Piazza C. Bocchini (trav. Via delle Oche)
Tel. 3200478609
www.locandadellaluna.net
locandadellaluna@alice.it
Chiuso domenica sera e lunedì

Lo scorso anno ci sono stati Marina e Tommaso, io ci mancavo dal settembre 2007, poco prima che aveva aperto. Ma il responso è sempre stato uguale, come quello delle persone che ci sono andate su mio consiglio: un bel posto.

Siamo in una tranquilla zona di campagna, proprio al confine tra le province di Benevento e Avellino, con il vantaggio di essere ben collegata: stiamo a due, tre minuti dall’uscita Benevento della Napoli-Bari.
Un posto sconosciuto ai più, eppure goloso: in un chilometro abbiamo il vino di Struzziero, l’olio della Fam, i torroni del corso di Dentecane, i prosciutti di Ciarcia. Per non parlare delle macellerie del paese. E a quindici chilometri c’è Benevento, un gioiellino da godere. Oppure Taurasi con le sue venti e passa cantine.

Insomma, un posto geograficamente strategico come dimostra lo sviluppo del paese, non bello ma neanche devastato.
Daniele Luongo ha fatto bottega dai Fischetti dell’Oasis di Vallesaccarda, è cognato a Carmine, il più grande dei fratelli. E lo stile lo ritroviamo nell’attenzione alla materia prima, molto viene dall’orto coltivato sotto il locale, in quel discreto accompagnare le stagioni che girano, nello stile terragno decisamente ripulito ed essenziale.

Rispetto alla classicità dell’Oasis, Daniele ha però una impronta più personale e divertita nelle presentazioni.

Nulla di barocco o destrutturato. Per esempio come questa idea di panino con la salsiccia che faceva tanto festival dell’Unità qui su una vellutata di piselli molto delicata.

Ancora i piselli in questo piatto di impronta autunnale. Goloso.
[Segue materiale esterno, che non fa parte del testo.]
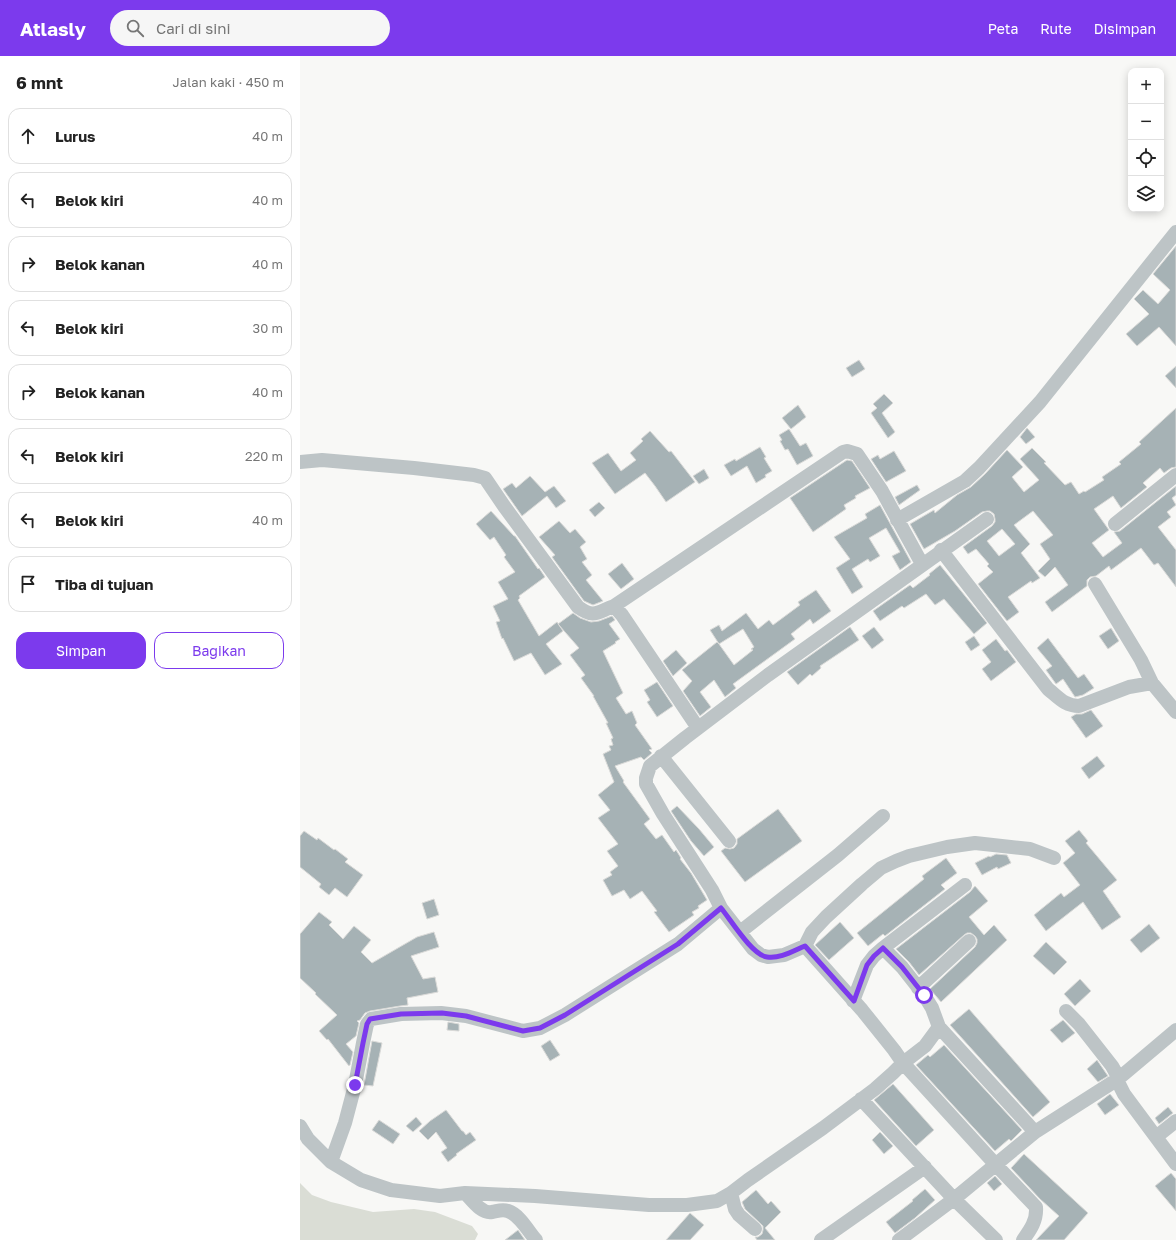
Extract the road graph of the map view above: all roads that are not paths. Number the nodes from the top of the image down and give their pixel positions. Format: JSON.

Bella la presentazione dei formaggi con le composte fatte in casa per accompagnare un scorbutico Taurasi 2006 che davanti al conciato romano di Manuel si è dovuto piegare.

Torna qui l’idea del divertimento con la freschezza delle fragole di stagione.

Quello che mi piace da Roma in giù è che il pane da solo vale sempre la visita :-)

Insomma, starete fra i 30 e i 40 euro a seconda di quello che scegliete, in piena campagna, con sapori riconoscibili. La giusta mediazione tra lo sfizio gourmet e i tradizionalisti duri e puri, che è poi la formula vincente della nuova generazione di cuochi sanniti che sta vivendo un periodo di entusiasmo, così come avvenne in Irpinia tra la metà degli anni ’90 e parte del decennio successivo.